Q about recombination
Ed Rybicki
ED at molbiol.uct.ac.za
Tue Nov 28 02:55:56 EST 1995
> From: kuiken at amc.uva.nl
> Subject: Q about recombination
> Does anyone know of a paper describing genes from a viral genome
> 'behaving' more independently (e.g. moving to different locations
> in a phylogenetic tree) the further apart they are in the
> genome, due to recombination? I've been told that this has been
> described by Temin, but I cannot find the paper. Any other ref
> showing this would also be very welcome. Thanks a lot.

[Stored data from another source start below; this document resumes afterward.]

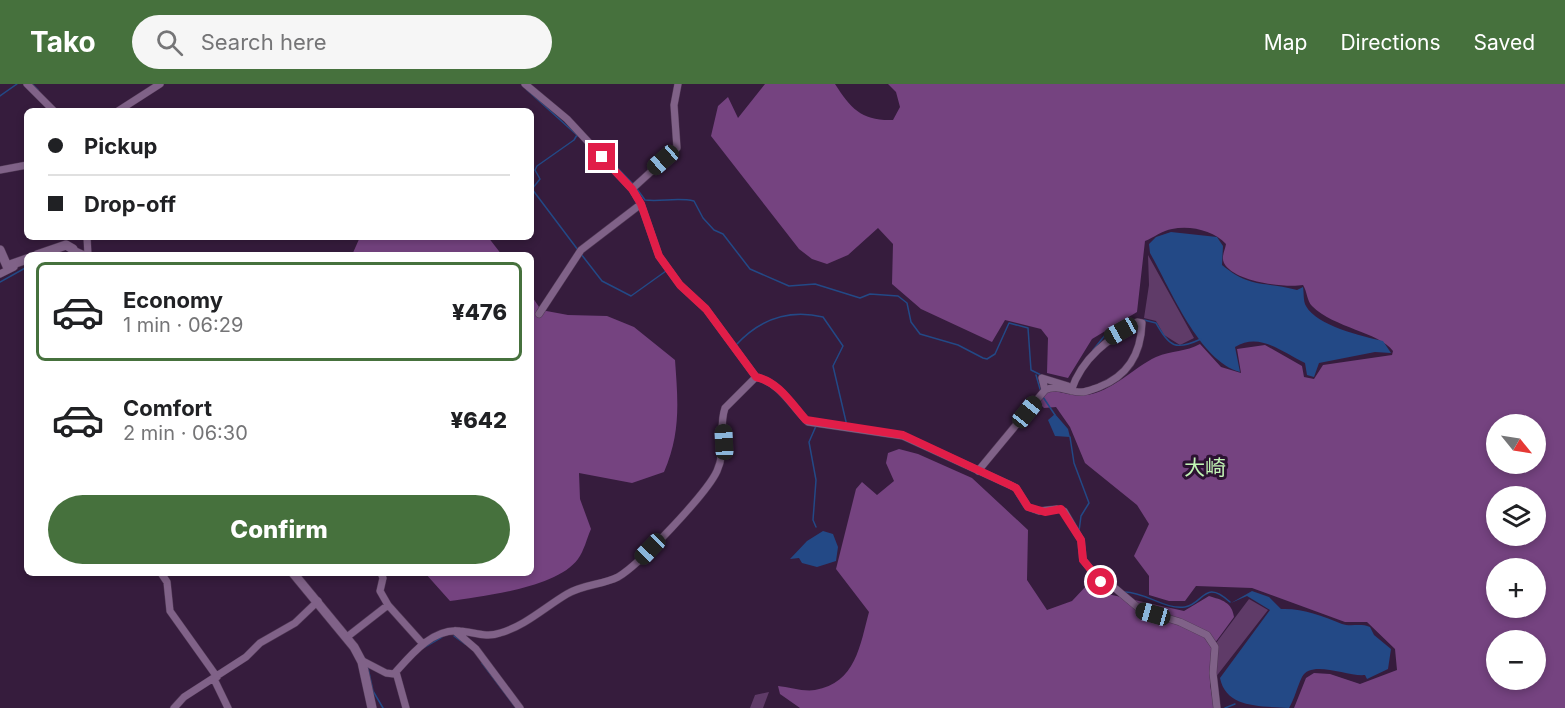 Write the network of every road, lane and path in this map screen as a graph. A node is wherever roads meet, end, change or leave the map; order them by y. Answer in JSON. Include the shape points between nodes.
{"nodes":[{"id":1,"x":27,"y":84,"type":"edge"},
{"id":2,"x":160,"y":84,"type":"edge"},
{"id":3,"x":525,"y":84,"type":"edge"},
{"id":4,"x":678,"y":84,"type":"edge"},
{"id":5,"x":51,"y":108,"type":"edge"},
{"id":6,"x":123,"y":108,"type":"edge"},
{"id":7,"x":24,"y":166,"type":"edge"},
{"id":8,"x":0,"y":170,"type":"edge"},
{"id":9,"x":634,"y":187,"type":"junction"},
{"id":10,"x":641,"y":204,"type":"junction"},
{"id":11,"x":73,"y":249,"type":"junction"},
{"id":12,"x":0,"y":250,"type":"edge"},
{"id":13,"x":46,"y":252,"type":"edge"},
{"id":14,"x":52,"y":252,"type":"edge"},
{"id":15,"x":80,"y":252,"type":"edge"},
{"id":16,"x":24,"y":261,"type":"edge"},
{"id":17,"x":2,"y":271,"type":"edge"},
{"id":18,"x":539,"y":314,"type":"dead end"},
{"id":19,"x":756,"y":377,"type":"junction"},
{"id":20,"x":1072,"y":388,"type":"junction"},
{"id":21,"x":1045,"y":390,"type":"junction"},
{"id":22,"x":978,"y":471,"type":"junction"},
{"id":23,"x":164,"y":576,"type":"edge"},
{"id":24,"x":295,"y":576,"type":"edge"},
{"id":25,"x":382,"y":576,"type":"edge"},
{"id":26,"x":316,"y":603,"type":"junction"},
{"id":27,"x":388,"y":605,"type":"junction"},
{"id":28,"x":454,"y":631,"type":"junction"},
{"id":29,"x":347,"y":637,"type":"junction"},
{"id":30,"x":423,"y":644,"type":"junction"},
{"id":31,"x":361,"y":665,"type":"junction"},
{"id":32,"x":397,"y":673,"type":"junction"},
{"id":33,"x":215,"y":678,"type":"junction"},
{"id":34,"x":174,"y":708,"type":"edge"},
{"id":35,"x":228,"y":708,"type":"edge"},
{"id":36,"x":372,"y":708,"type":"edge"},
{"id":37,"x":406,"y":708,"type":"edge"},
{"id":38,"x":520,"y":708,"type":"edge"},
{"id":39,"x":1217,"y":708,"type":"edge"}],
"edges":[{"from":1,"to":5,"type":"street"},
{"from":2,"to":6,"type":"street"},
{"from":3,"to":9,"type":"street","via":[[567,118]]},
{"from":4,"to":9,"type":"street","via":[[674,105],[677,148]]},
{"from":7,"to":8,"type":"street"},
{"from":9,"to":10,"type":"street"},
{"from":10,"to":18,"type":"street","via":[[579,252]]},
{"from":10,"to":19,"type":"street","via":[[659,256],[680,285],[706,309]]},
{"from":11,"to":13,"type":"street","via":[[66,245]]},
{"from":11,"to":14,"type":"street"},
{"from":11,"to":15,"type":"street"},
{"from":12,"to":17,"type":"street"},
{"from":16,"to":17,"type":"street"},
{"from":19,"to":22,"type":"street","via":[[782,392],[808,422],[903,435]]},
{"from":19,"to":28,"type":"street","via":[[725,408],[723,451],[712,482],[633,567],[614,579],[579,587],[500,634]]},
{"from":20,"to":20,"type":"street","via":[[1105,340],[1142,322],[1139,342],[1126,372],[1083,393]]},
{"from":20,"to":21,"type":"street"},
{"from":20,"to":21,"type":"street","via":[[1042,378]]},
{"from":21,"to":22,"type":"street"},
{"from":22,"to":39,"type":"street","via":[[1016,488],[1028,507],[1064,511],[1081,540],[1086,566],[1101,582],[1141,610],[1200,631],[1212,641]]},
{"from":23,"to":33,"type":"street","via":[[170,611]]},
{"from":24,"to":26,"type":"street"},
{"from":25,"to":27,"type":"street","via":[[380,591]]},
{"from":26,"to":29,"type":"street"},
{"from":26,"to":33,"type":"street","via":[[296,622]]},
{"from":27,"to":29,"type":"street"},
{"from":27,"to":30,"type":"street"},
{"from":28,"to":30,"type":"street"},
{"from":28,"to":38,"type":"street","via":[[476,649]]},
{"from":29,"to":31,"type":"street"},
{"from":30,"to":32,"type":"street"},
{"from":31,"to":32,"type":"street","via":[[387,674]]},
{"from":31,"to":36,"type":"street"},
{"from":32,"to":37,"type":"street"},
{"from":33,"to":34,"type":"street"},
{"from":33,"to":35,"type":"street"}]}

It is not necessarily so that genes will be more independent the
further they are apart on the genome - many of the simple RNA viruses
manage to shuffle their genomes quite successfully, so that
potyviruses (for example) have what looks like almost an entire
picornavirus-like genome with bits tacked on to either end (CP at 3',
movement factors at 5' end); comoviruses have a picorna-like genome
which is split after the capsid genes, with movement factors added at
5'. It may well be true in a genus/family, but higher than that it
would be obscured by "cassette shuffling". And there are several
papers on this, most notably by that famous Dutchman Rob Goldbach
(and even one by myself which you'll never find because it is in a
South African journal...).
Ed Rybicki, PhD
Dept Microbiology | ed at molbiol.uct.ac.za
University of Cape Town | phone: x27-21-650-3265
Private Bag, Rondebosch | fax: x27-21-650 4023
7700, South Africa |
WWW URL: http://www.uct.ac.za/microbiology/ed.html
"And then one day you find, ten years have got behind you"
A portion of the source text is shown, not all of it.